“Close to 10 % of the Indian population consumes some form of areca nut on a regular basis, but many are unaware of its harmful effects. Karnataka is the largest producer of areca nut in the country, and about 16% of the population consume areca nut. Consumption of areca nut causes OSMF, some of the symptoms of which include a burning sensation in the mouth, discomfort and difficulty in opening one’s mouth. It can also cause oral cancer in the long run,” MAHE students noted.
Group members Dr Priyanka Prasad, alumni MCODS, Viola D’Souza, PhD scholar, PSPH, Manipal, Soural Dandothi, alumni MIT, Dr Gopal Kasat, alumni MCODS and Dr Shriya Verma, alumni MCODS, have launched a comprehensive web app that educates and creates awareness on OSMF. It was launched on September 1.
Viola D’Souza said that app also looks to engage its audience to improve their knowledge on the diagnosis, symptoms as well as their treatment options at each stage of OSMF. An individual with OSMF is able to know at which stage of the disease he is in, and what are the options available for treatment. “Awareness on the ill-effects of areca nut consumption is limited. There are no health promotion events or awareness drives about the same. However, the disease is preventable,” stresses Viola explaining why they came up with the app.
Priyanka Prasad, a dental student points out that she came across several OSMF patients and decided to educate the community. “As dental students, we encounter many patients who came to the clinic with complaints of stained teeth, toothache, and burning sensation in their mouth. The culprit is high areca nut consumption and individuals unaware of the potential health risks. The app aims to improve awareness and educate the community about OSMF.”

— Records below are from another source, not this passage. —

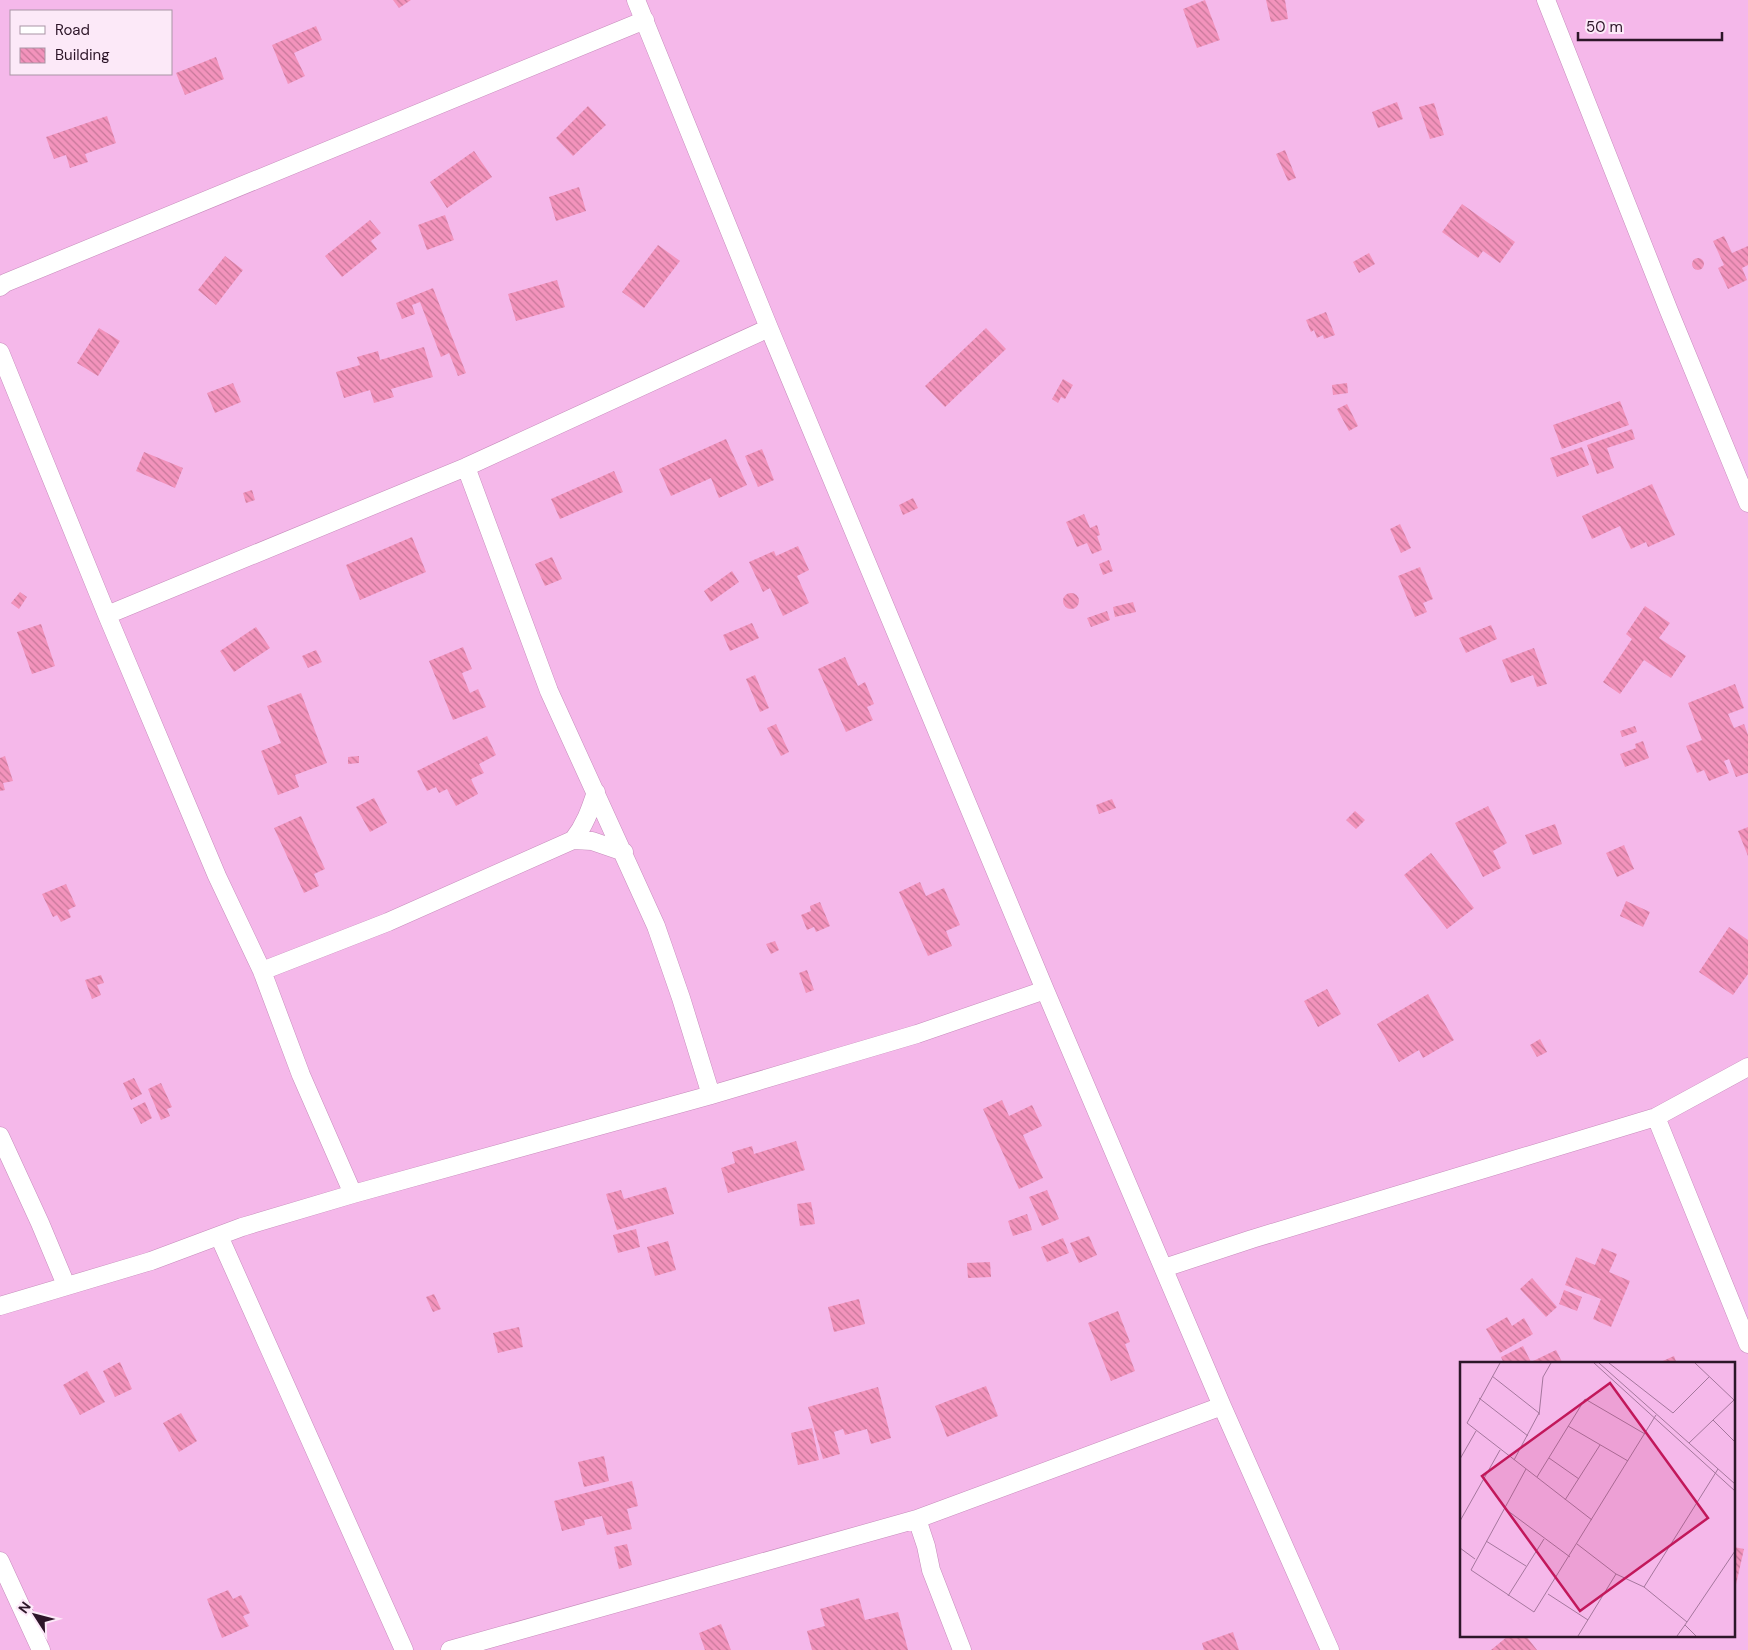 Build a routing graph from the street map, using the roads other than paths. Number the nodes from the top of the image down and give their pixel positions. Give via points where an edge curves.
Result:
1 (636, 0) edge
2 (1546, 0) edge
3 (645, 20) junction
4 (0, 287) edge
5 (769, 328) junction
6 (0, 352) edge
7 (466, 467) junction
8 (1748, 503) edge
9 (107, 615) junction
10 (596, 792) junction
11 (573, 840) junction
12 (624, 852) junction
13 (262, 971) junction
14 (1045, 990) junction
15 (1748, 1067) edge
16 (711, 1095) junction
17 (1656, 1117) junction
18 (0, 1136) edge
19 (353, 1194) junction
20 (219, 1236) junction
21 (1164, 1268) junction
22 (66, 1285) junction
23 (0, 1306) edge
24 (1748, 1344) edge
25 (1222, 1406) junction
26 (917, 1519) junction
27 (0, 1561) edge
28 (41, 1650) edge
29 (404, 1650) edge
30 (450, 1650) edge
31 (962, 1650) edge
32 (1330, 1650) edge

1 - 3 street
2 - 8 street
3 - 4 street
3 - 5 street
5 - 7 street
5 - 14 street
6 - 9 street
7 - 9 street
7 - 10 street via 549,691
9 - 13 street via 217,876
10 - 11 street via 589,815
10 - 12 street
11 - 12 street via 592,841
11 - 13 street via 388,922
12 - 16 street via 656,926
13 - 19 street via 301,1075
14 - 16 street via 917,1034
14 - 21 street
15 - 17 street
16 - 19 street
17 - 21 street
17 - 24 street
18 - 22 street
19 - 20 street
20 - 22 street via 151,1261
20 - 29 street
21 - 25 street
22 - 23 street
25 - 26 street
25 - 32 street
26 - 30 street
26 - 31 street via 931,1570
27 - 28 street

The team have been working on the app for about six months to make it engaging and provide inclusive information about the condition in a way that improves health-seeking behaviour. The app can also be used by dentists in their clinics as a patient education aid to create awareness amongst their patients. It is currently available only in English, but they are looking to roll out versions in various regional languages so that it reaches the masses.